→ Exercise: Each line below containing the word "then" needs to be shown.
Start of Information
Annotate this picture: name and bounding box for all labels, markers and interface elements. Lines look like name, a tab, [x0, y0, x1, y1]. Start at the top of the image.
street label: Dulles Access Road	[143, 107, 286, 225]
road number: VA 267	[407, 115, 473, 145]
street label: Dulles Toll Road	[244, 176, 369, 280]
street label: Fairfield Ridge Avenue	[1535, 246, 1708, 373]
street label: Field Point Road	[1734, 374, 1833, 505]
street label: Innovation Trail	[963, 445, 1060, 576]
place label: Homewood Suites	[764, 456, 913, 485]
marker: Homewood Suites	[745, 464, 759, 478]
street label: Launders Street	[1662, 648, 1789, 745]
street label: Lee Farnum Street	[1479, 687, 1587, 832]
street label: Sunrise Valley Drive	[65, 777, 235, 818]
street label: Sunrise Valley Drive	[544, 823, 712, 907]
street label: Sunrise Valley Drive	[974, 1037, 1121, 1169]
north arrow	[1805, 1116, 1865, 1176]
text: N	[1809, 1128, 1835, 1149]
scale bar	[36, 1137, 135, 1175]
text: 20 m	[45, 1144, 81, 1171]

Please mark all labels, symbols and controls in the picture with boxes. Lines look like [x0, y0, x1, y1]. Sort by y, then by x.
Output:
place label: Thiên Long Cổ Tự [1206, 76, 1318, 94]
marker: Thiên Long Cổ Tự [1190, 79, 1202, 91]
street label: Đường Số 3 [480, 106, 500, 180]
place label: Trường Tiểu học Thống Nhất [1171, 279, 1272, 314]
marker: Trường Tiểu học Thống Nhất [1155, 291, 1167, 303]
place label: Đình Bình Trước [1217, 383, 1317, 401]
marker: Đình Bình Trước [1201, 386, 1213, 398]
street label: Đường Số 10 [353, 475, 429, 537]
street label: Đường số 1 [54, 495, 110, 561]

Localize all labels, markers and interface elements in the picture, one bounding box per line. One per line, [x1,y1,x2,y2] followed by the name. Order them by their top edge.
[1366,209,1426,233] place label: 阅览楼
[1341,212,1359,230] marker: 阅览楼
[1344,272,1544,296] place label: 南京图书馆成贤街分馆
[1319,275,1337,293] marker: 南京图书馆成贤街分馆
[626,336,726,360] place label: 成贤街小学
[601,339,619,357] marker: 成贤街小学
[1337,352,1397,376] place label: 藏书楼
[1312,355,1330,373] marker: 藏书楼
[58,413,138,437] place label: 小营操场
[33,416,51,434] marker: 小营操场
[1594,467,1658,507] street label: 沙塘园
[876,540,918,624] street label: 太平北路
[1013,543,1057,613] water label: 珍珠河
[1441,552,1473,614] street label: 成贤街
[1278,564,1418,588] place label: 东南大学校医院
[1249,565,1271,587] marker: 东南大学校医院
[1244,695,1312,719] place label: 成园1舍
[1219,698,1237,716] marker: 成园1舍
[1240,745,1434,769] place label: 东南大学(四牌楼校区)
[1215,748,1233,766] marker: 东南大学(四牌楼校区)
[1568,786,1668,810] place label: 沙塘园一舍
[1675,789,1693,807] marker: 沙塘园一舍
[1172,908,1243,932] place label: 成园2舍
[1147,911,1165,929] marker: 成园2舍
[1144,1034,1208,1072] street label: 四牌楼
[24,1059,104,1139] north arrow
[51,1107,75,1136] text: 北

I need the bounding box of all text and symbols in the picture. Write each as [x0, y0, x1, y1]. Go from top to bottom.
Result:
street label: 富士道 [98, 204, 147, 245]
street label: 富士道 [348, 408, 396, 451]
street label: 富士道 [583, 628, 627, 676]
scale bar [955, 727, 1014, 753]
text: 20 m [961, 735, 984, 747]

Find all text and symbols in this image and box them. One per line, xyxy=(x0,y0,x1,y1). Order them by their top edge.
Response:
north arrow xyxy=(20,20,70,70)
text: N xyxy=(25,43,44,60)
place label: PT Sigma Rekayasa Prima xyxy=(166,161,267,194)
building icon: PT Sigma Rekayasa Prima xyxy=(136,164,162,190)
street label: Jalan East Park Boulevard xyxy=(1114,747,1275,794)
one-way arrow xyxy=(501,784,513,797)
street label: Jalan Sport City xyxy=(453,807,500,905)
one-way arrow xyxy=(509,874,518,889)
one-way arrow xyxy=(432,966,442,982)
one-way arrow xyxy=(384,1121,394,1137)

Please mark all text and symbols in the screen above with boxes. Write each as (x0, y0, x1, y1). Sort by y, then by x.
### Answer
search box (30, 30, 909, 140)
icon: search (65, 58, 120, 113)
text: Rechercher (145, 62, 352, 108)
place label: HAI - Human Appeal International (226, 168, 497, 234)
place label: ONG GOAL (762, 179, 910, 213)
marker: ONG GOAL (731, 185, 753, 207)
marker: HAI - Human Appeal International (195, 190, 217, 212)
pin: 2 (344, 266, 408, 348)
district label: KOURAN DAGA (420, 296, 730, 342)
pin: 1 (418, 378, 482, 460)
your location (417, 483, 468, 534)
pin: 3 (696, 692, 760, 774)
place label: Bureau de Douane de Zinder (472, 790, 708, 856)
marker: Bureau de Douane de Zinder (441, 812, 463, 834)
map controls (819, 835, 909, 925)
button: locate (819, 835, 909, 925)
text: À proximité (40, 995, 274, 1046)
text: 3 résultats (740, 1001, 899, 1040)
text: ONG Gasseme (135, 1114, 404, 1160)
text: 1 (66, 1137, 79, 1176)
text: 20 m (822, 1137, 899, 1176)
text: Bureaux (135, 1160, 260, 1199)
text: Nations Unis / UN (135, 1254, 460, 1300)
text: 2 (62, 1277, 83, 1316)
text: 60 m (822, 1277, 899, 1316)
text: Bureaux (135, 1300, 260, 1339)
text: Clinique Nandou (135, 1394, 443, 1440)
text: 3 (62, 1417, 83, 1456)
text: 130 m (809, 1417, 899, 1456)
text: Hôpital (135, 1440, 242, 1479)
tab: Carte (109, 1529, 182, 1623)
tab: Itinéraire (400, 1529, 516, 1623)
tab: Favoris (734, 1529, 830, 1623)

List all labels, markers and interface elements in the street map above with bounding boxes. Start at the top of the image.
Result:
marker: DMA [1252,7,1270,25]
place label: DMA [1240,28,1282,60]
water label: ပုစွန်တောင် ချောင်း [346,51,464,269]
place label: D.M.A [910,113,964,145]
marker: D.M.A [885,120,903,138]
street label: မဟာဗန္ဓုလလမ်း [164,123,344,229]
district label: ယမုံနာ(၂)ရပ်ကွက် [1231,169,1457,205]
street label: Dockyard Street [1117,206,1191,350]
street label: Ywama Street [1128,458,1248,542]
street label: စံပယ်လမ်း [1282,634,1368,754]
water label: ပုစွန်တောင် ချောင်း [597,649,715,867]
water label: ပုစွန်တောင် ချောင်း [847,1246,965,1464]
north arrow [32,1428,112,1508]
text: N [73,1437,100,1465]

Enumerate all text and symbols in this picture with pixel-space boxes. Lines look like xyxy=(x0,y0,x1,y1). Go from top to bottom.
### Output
End of Information
→ Expected answer:
Please mark all labels, symbols and controls in the picture with boxes. Lines look like [x0, y0, x1, y1]. Sort by y, then by x.
Please mark all text and symbols in the screen above with boxes. Write each as (x0, y0, x1, y1). Sort by y, then by x.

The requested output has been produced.